(Excerpted data Opens)

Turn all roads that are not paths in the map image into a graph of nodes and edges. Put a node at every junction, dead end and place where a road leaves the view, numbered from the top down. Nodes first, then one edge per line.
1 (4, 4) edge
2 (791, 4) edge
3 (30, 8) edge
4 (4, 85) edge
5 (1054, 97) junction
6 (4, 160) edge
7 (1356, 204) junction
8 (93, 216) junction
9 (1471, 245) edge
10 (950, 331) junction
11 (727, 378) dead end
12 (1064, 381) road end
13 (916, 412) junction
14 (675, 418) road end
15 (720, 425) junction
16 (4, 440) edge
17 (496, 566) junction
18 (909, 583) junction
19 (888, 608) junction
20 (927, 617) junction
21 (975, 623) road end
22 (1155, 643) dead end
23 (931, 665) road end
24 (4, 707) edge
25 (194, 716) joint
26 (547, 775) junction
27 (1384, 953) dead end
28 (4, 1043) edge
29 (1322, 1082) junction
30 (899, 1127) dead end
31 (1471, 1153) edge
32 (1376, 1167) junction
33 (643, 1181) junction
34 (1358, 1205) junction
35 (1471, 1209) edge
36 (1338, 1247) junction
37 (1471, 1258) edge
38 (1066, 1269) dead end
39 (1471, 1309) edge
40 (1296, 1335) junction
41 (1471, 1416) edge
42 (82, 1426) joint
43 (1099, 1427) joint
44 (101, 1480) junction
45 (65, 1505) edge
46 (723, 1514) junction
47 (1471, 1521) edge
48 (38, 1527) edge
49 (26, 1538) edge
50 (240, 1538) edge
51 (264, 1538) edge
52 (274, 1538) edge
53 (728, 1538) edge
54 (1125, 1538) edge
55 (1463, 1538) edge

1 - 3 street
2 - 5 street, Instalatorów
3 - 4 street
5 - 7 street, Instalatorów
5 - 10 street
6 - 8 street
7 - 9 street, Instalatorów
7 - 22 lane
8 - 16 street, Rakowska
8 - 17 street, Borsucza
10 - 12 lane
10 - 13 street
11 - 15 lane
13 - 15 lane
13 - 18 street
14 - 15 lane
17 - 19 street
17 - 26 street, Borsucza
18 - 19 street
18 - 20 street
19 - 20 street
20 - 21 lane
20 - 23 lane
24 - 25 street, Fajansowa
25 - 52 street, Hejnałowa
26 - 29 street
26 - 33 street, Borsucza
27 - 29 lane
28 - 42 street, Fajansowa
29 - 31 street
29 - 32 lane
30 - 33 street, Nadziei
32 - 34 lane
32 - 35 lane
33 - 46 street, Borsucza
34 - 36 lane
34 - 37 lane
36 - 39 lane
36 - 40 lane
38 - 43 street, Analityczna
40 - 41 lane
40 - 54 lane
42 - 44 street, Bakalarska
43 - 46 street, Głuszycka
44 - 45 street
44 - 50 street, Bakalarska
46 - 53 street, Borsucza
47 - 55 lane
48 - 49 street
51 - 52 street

(Excerpted data Closes)

When you answer, set down the entries above precisely as they read.

◆ Your solution:
Turn all roads that are not paths in the map image into a graph of nodes and edges. Put a node at every junction, dead end and place where a road leaves the view, numbered from the top down. Nodes first, then one edge per line.
1 (4, 4) edge
2 (791, 4) edge
3 (30, 8) edge
4 (4, 85) edge
5 (1054, 97) junction
6 (4, 160) edge
7 (1356, 204) junction
8 (93, 216) junction
9 (1471, 245) edge
10 (950, 331) junction
11 (727, 378) dead end
12 (1064, 381) road end
13 (916, 412) junction
14 (675, 418) road end
15 (720, 425) junction
16 (4, 440) edge
17 (496, 566) junction
18 (909, 583) junction
19 (888, 608) junction
20 (927, 617) junction
21 (975, 623) road end
22 (1155, 643) dead end
23 (931, 665) road end
24 (4, 707) edge
25 (194, 716) joint
26 (547, 775) junction
27 (1384, 953) dead end
28 (4, 1043) edge
29 (1322, 1082) junction
30 (899, 1127) dead end
31 (1471, 1153) edge
32 (1376, 1167) junction
33 (643, 1181) junction
34 (1358, 1205) junction
35 (1471, 1209) edge
36 (1338, 1247) junction
37 (1471, 1258) edge
38 (1066, 1269) dead end
39 (1471, 1309) edge
40 (1296, 1335) junction
41 (1471, 1416) edge
42 (82, 1426) joint
43 (1099, 1427) joint
44 (101, 1480) junction
45 (65, 1505) edge
46 (723, 1514) junction
47 (1471, 1521) edge
48 (38, 1527) edge
49 (26, 1538) edge
50 (240, 1538) edge
51 (264, 1538) edge
52 (274, 1538) edge
53 (728, 1538) edge
54 (1125, 1538) edge
55 (1463, 1538) edge

1 - 3 street
2 - 5 street, Instalatorów
3 - 4 street
5 - 7 street, Instalatorów
5 - 10 street
6 - 8 street
7 - 9 street, Instalatorów
7 - 22 lane
8 - 16 street, Rakowska
8 - 17 street, Borsucza
10 - 12 lane
10 - 13 street
11 - 15 lane
13 - 15 lane
13 - 18 street
14 - 15 lane
17 - 19 street
17 - 26 street, Borsucza
18 - 19 street
18 - 20 street
19 - 20 street
20 - 21 lane
20 - 23 lane
24 - 25 street, Fajansowa
25 - 52 street, Hejnałowa
26 - 29 street
26 - 33 street, Borsucza
27 - 29 lane
28 - 42 street, Fajansowa
29 - 31 street
29 - 32 lane
30 - 33 street, Nadziei
32 - 34 lane
32 - 35 lane
33 - 46 street, Borsucza
34 - 36 lane
34 - 37 lane
36 - 39 lane
36 - 40 lane
38 - 43 street, Analityczna
40 - 41 lane
40 - 54 lane
42 - 44 street, Bakalarska
43 - 46 street, Głuszycka
44 - 45 street
44 - 50 street, Bakalarska
46 - 53 street, Borsucza
47 - 55 lane
48 - 49 street
51 - 52 street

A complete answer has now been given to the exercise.